Dodajmy, że radni klubu PiS z nowosądeckiej Rady Miasta złożyli dziś (18.07) pismo w tej sprawie do prezesa Sandecji Miłosza Jańczyka. Odwiedzili też siedzibę Sądeckiej Agencji Rozwoju Regionalnego, bo właśnie od tej miejskiej spółki, wspomniana wcześniej Natalia Kądziołka-Kopacz, dzierżawiła lokal.

Aktualizacja: W poniedziałek (18.07) przed 17.00 na naszą skrzynkę redakcyjną zostało wysłane oświadczenie prezydenta Nowego Sącza Ludomira Handzla.

Odnosząc się do wprowadzających w błąd informacji przedstawionych w artykule opublikowanym w portalu Gazety Krakowskiej w dniu 17 lipca 2022 r. podaję, co następuje:

W sprawie kamienicy położonej przy ul. Jagiellońskiej 53 ponownie pragnę podkreślić, że wszelkie posiadane udziały we współwłasności tej nieruchomości zostały przeze mnie sprzedane w roku 2017, tj. na długo przed objęciem przeze mnie funkcji Prezydenta Miasta Nowego Sącza. Od tego czasu nie posiadam żadnego interesu prawnego czy ekonomicznego w rozstrzygnięciu sprawy sądowej, jak również nie interesuję się jej przebiegiem. Wyjaśnić przy tym należy, że zgodnie z przepisami kodeksu postępowania cywilnego, w razie zbycia w toku sprawy rzeczy lub prawa objętego sporem, nabywca może wejść w miejsce zbywcy jako strona postępowania wyłącznie za zezwoleniem strony przeciwnej. Po zbyciu udziałów taki wniosek został w postępowaniu sądowym złożony, jednak  z niewyjaśnionych przyczyn to Pan Wojciech Butscher nie wyraził zgody na zmianę strony postępowania.

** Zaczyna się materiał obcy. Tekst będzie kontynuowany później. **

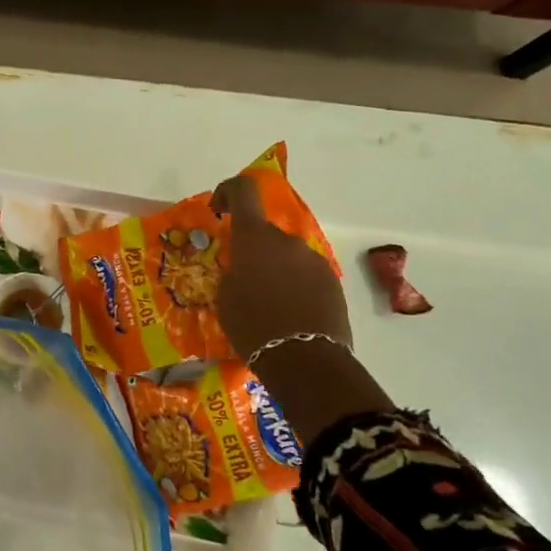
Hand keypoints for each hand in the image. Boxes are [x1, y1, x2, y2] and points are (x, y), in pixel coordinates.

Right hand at [212, 173, 352, 356]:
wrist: (305, 360)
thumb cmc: (252, 325)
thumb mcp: (225, 297)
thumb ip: (232, 272)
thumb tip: (241, 269)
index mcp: (255, 237)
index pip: (243, 191)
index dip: (228, 191)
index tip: (219, 209)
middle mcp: (287, 240)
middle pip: (265, 233)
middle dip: (252, 250)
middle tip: (241, 280)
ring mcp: (313, 260)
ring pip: (286, 256)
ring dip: (274, 270)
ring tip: (265, 303)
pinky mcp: (332, 283)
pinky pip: (304, 275)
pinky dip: (293, 286)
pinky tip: (286, 315)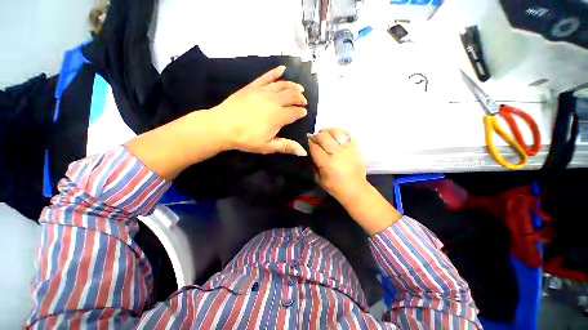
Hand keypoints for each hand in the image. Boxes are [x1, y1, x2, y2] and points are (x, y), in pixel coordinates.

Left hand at [212, 66, 308, 155]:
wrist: (222, 126)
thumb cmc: (246, 138)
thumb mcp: (267, 146)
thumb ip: (286, 146)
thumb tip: (304, 152)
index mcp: (279, 117)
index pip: (295, 112)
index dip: (301, 112)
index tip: (305, 112)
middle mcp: (274, 101)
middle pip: (292, 96)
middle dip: (300, 98)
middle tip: (304, 101)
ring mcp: (263, 92)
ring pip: (283, 85)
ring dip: (293, 86)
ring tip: (300, 88)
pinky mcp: (253, 86)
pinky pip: (267, 76)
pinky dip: (275, 72)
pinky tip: (282, 68)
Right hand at [308, 128, 369, 201]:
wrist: (356, 189)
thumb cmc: (335, 187)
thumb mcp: (319, 179)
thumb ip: (313, 165)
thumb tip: (310, 152)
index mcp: (327, 163)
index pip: (315, 147)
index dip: (309, 143)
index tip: (307, 142)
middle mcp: (338, 153)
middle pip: (324, 136)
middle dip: (316, 136)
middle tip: (314, 138)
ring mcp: (348, 149)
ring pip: (336, 131)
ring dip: (327, 131)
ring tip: (324, 135)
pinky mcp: (356, 147)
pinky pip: (347, 134)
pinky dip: (340, 132)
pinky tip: (336, 136)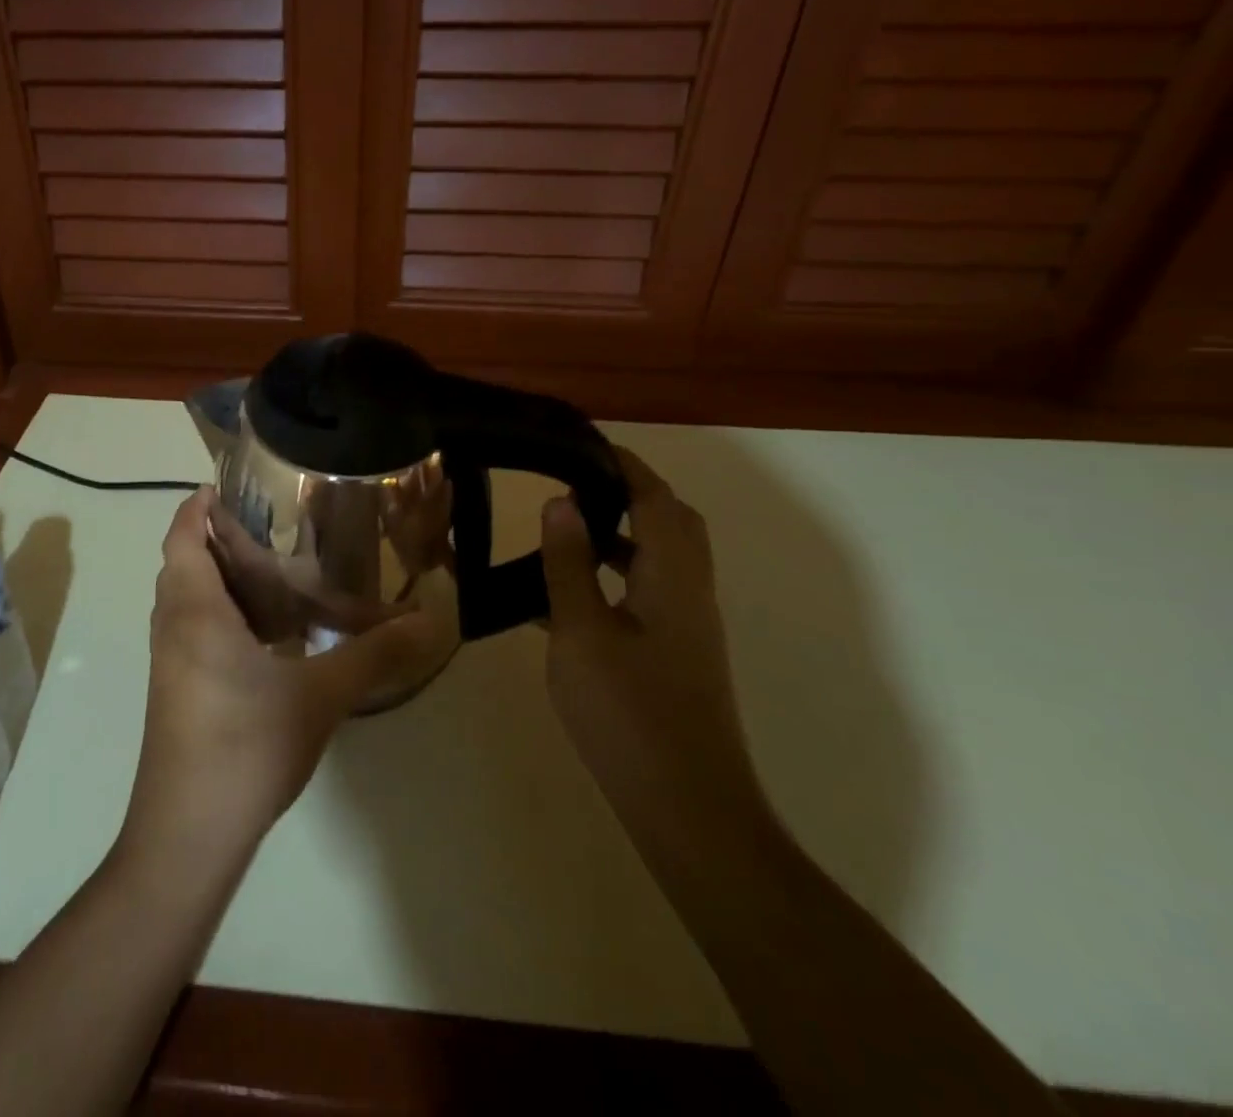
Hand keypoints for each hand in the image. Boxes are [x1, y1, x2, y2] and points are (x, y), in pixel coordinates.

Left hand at [123, 488, 440, 863]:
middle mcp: (173, 626)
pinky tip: (269, 634)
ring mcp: (170, 661)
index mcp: (195, 610)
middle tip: (274, 528)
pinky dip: (223, 613)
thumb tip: (430, 621)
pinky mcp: (176, 690)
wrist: (188, 834)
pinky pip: (194, 628)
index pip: (183, 535)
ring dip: (221, 578)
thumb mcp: (319, 695)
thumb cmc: (246, 746)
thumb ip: (373, 654)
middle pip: (185, 561)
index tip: (234, 485)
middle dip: (220, 538)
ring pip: (188, 598)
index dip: (199, 505)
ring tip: (276, 572)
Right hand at [540, 448, 766, 826]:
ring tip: (564, 528)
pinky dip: (614, 574)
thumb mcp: (581, 632)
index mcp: (672, 577)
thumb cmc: (629, 712)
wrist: (686, 806)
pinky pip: (646, 591)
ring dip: (620, 533)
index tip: (582, 444)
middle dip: (629, 493)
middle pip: (670, 523)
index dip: (623, 466)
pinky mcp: (675, 654)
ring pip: (658, 559)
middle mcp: (689, 592)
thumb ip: (568, 565)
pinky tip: (566, 595)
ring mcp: (686, 626)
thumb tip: (561, 503)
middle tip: (576, 482)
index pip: (655, 499)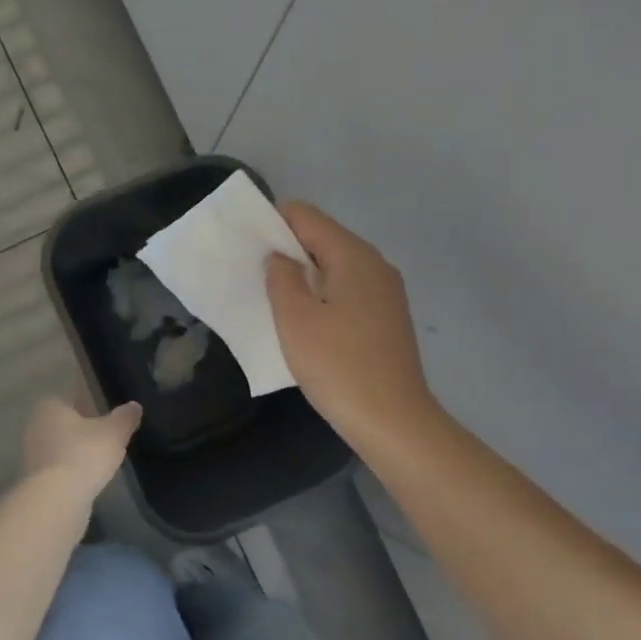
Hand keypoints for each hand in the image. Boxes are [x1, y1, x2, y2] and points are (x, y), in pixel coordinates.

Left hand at [20, 396, 141, 495]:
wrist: (56, 500)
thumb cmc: (84, 454)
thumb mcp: (114, 433)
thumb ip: (124, 418)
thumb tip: (134, 406)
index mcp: (50, 406)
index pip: (71, 399)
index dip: (89, 406)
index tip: (105, 417)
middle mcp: (34, 426)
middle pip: (62, 424)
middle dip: (80, 431)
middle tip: (104, 440)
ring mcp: (29, 454)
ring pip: (57, 447)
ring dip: (74, 453)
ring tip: (97, 462)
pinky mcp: (31, 479)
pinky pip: (55, 469)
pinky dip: (68, 472)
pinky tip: (84, 481)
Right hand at [266, 203, 439, 452]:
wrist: (394, 422)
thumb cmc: (339, 367)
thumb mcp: (295, 320)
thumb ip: (281, 278)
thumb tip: (281, 258)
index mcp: (354, 255)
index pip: (306, 216)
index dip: (273, 223)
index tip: (246, 247)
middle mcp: (375, 264)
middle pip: (323, 238)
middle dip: (287, 250)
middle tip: (254, 275)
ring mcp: (386, 292)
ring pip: (335, 266)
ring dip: (304, 275)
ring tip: (275, 300)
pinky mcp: (387, 318)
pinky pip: (347, 290)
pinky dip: (323, 295)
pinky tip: (307, 323)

Odnosząc się do dot. rzekomych powiązań rodzinnych pracowników informuję, że w Urzędzie Miasta Nowego Sącza zatrudnionych jest  ponad 400 pracowników oraz kilka tysięcy osób w podmiotach zależnych. Jest wysoce prawdopodobne, że niektórzy mogą być członkami rodzin osób, które ukończyły wydziały prawa na polskich uniwersytetach. Według mnie nie może to być podstawą do ograniczenia ich prawa do zatrudnienia na terenie  Rzeczpospolitej Polski – dla mnie liczą się wyłącznie kompetencje. Zwracam również uwagę, że przeważająca część pracowników Urzędu Miasto została zatrudniona na długo przed objęciem przeze mnie funkcji Prezydenta Miasta Nowego Sącza.

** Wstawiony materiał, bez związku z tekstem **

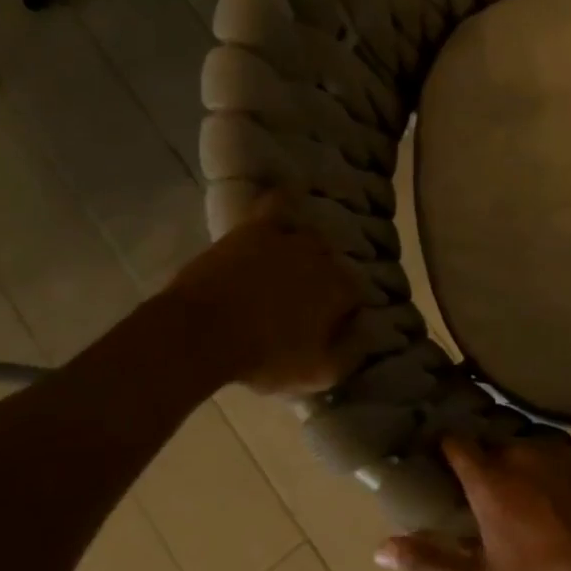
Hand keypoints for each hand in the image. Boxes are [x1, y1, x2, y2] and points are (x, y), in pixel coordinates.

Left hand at [163, 192, 361, 394]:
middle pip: (334, 265)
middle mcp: (326, 256)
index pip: (356, 294)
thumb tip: (369, 332)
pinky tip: (288, 197)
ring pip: (311, 238)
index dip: (342, 311)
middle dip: (323, 281)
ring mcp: (291, 238)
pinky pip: (278, 203)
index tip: (326, 327)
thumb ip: (352, 353)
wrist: (200, 335)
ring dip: (306, 252)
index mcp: (343, 289)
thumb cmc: (263, 358)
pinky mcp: (256, 228)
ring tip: (289, 269)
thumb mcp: (317, 373)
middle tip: (302, 304)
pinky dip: (285, 200)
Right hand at [374, 436, 570, 570]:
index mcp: (490, 477)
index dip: (445, 450)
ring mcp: (561, 451)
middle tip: (487, 500)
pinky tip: (565, 504)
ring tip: (528, 505)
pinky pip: (562, 459)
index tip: (438, 460)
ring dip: (523, 471)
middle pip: (494, 450)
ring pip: (530, 452)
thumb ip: (430, 562)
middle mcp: (522, 452)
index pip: (456, 444)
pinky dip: (556, 476)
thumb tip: (380, 548)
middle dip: (487, 469)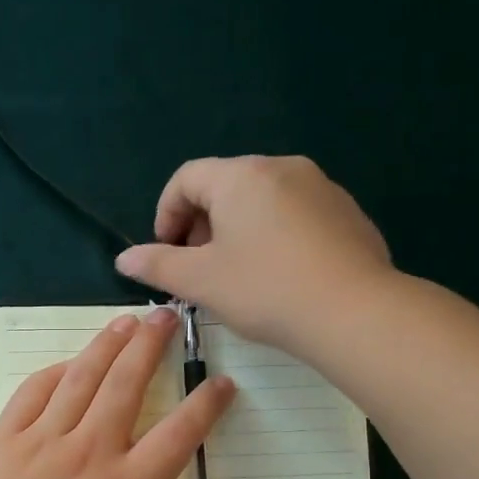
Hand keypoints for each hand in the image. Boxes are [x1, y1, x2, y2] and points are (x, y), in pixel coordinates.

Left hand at [0, 307, 235, 478]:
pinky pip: (34, 392)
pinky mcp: (5, 439)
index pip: (179, 434)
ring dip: (108, 343)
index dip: (206, 405)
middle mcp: (90, 452)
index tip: (222, 383)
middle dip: (152, 345)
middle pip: (127, 384)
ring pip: (82, 377)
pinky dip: (56, 371)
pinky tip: (71, 362)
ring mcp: (43, 441)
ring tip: (128, 321)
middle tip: (168, 315)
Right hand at [113, 155, 390, 348]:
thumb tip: (124, 259)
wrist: (354, 311)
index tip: (166, 253)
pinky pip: (296, 215)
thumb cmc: (265, 290)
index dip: (166, 214)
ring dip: (238, 231)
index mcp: (240, 176)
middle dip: (202, 224)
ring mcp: (321, 187)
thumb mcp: (201, 281)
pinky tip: (280, 276)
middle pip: (225, 186)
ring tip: (238, 275)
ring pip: (262, 201)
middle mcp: (281, 167)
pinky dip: (275, 236)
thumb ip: (157, 265)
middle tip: (198, 268)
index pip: (186, 178)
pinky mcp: (347, 212)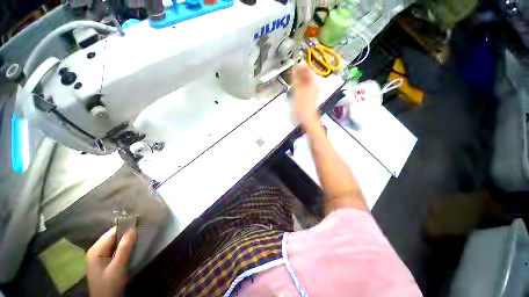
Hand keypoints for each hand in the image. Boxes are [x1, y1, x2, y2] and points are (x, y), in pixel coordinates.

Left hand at [86, 227, 136, 296]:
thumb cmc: (110, 284)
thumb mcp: (118, 266)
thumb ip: (124, 248)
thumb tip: (133, 229)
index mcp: (95, 250)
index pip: (112, 233)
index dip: (125, 227)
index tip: (140, 223)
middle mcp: (95, 250)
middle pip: (112, 237)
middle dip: (126, 234)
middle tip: (141, 231)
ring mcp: (98, 256)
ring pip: (114, 242)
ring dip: (125, 240)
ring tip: (138, 238)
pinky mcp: (103, 261)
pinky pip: (114, 249)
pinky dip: (122, 247)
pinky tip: (130, 248)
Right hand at [292, 65, 319, 128]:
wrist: (307, 118)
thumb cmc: (301, 106)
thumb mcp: (297, 91)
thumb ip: (296, 79)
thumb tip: (295, 69)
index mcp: (312, 83)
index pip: (309, 69)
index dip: (301, 66)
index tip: (294, 66)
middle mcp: (314, 86)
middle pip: (308, 75)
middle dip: (300, 73)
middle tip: (291, 73)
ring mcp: (313, 92)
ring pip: (307, 81)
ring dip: (300, 79)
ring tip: (292, 80)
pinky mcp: (311, 97)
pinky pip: (306, 88)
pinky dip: (301, 85)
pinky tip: (295, 88)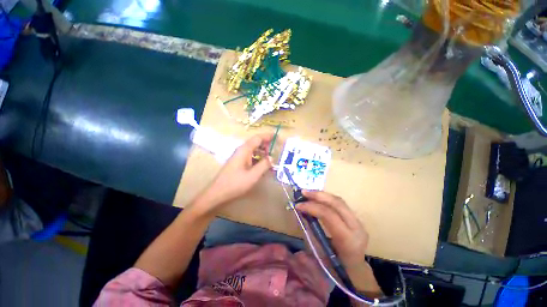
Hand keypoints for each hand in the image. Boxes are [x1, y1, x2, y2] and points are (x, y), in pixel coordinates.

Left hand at [194, 133, 272, 214]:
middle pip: (255, 142)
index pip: (258, 138)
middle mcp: (241, 150)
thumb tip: (272, 158)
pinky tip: (262, 166)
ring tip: (270, 160)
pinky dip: (258, 158)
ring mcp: (239, 156)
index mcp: (245, 150)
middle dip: (266, 145)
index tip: (277, 137)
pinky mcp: (238, 162)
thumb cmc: (236, 183)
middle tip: (275, 152)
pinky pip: (250, 156)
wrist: (218, 192)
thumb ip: (264, 165)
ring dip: (262, 152)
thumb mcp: (253, 175)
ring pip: (253, 150)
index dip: (268, 136)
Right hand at [296, 191, 381, 296]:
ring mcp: (358, 222)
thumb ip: (310, 237)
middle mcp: (356, 228)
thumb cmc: (337, 269)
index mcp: (347, 240)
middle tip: (303, 192)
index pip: (328, 215)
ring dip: (322, 195)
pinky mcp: (356, 218)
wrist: (357, 272)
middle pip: (336, 203)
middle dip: (318, 195)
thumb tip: (299, 223)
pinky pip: (340, 204)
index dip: (311, 207)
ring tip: (308, 193)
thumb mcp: (321, 257)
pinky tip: (318, 198)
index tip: (298, 205)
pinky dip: (327, 199)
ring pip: (339, 201)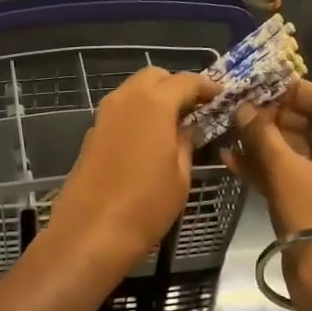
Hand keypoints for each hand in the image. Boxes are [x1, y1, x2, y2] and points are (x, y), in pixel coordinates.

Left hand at [43, 68, 216, 280]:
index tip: (220, 98)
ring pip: (132, 92)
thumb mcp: (181, 176)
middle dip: (175, 86)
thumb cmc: (146, 205)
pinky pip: (119, 113)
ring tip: (174, 125)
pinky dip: (137, 115)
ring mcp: (103, 117)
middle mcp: (125, 100)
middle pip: (153, 77)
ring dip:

Jestem również zdania, że ewentualne zastrzeżenia do pełnomocników procesowych powinny być kierowane bezpośrednio wobec nich w odpowiednim trybie. Próbę obciążania mnie przez osoby trzecie swoimi ewentualnymi niepowodzeniami procesowymi uważam za niepoważną.

Chciałbym podkreślić, iż podchodzę do wolności słowa z wielkim szacunkiem, ponieważ stanowi ona fundament demokratycznego społeczeństwa. Zdaję sobie również sprawę, iż pełniąc funkcję publiczną muszę być odporny na wszelkie, nawet najbardziej absurdalne, insynuacje. Jednocześnie apeluję o przestrzeganie podstawowych zasad i etyki dziennikarskiej, szczególnie przez podmioty należące do spółek Skarbu Państwa.”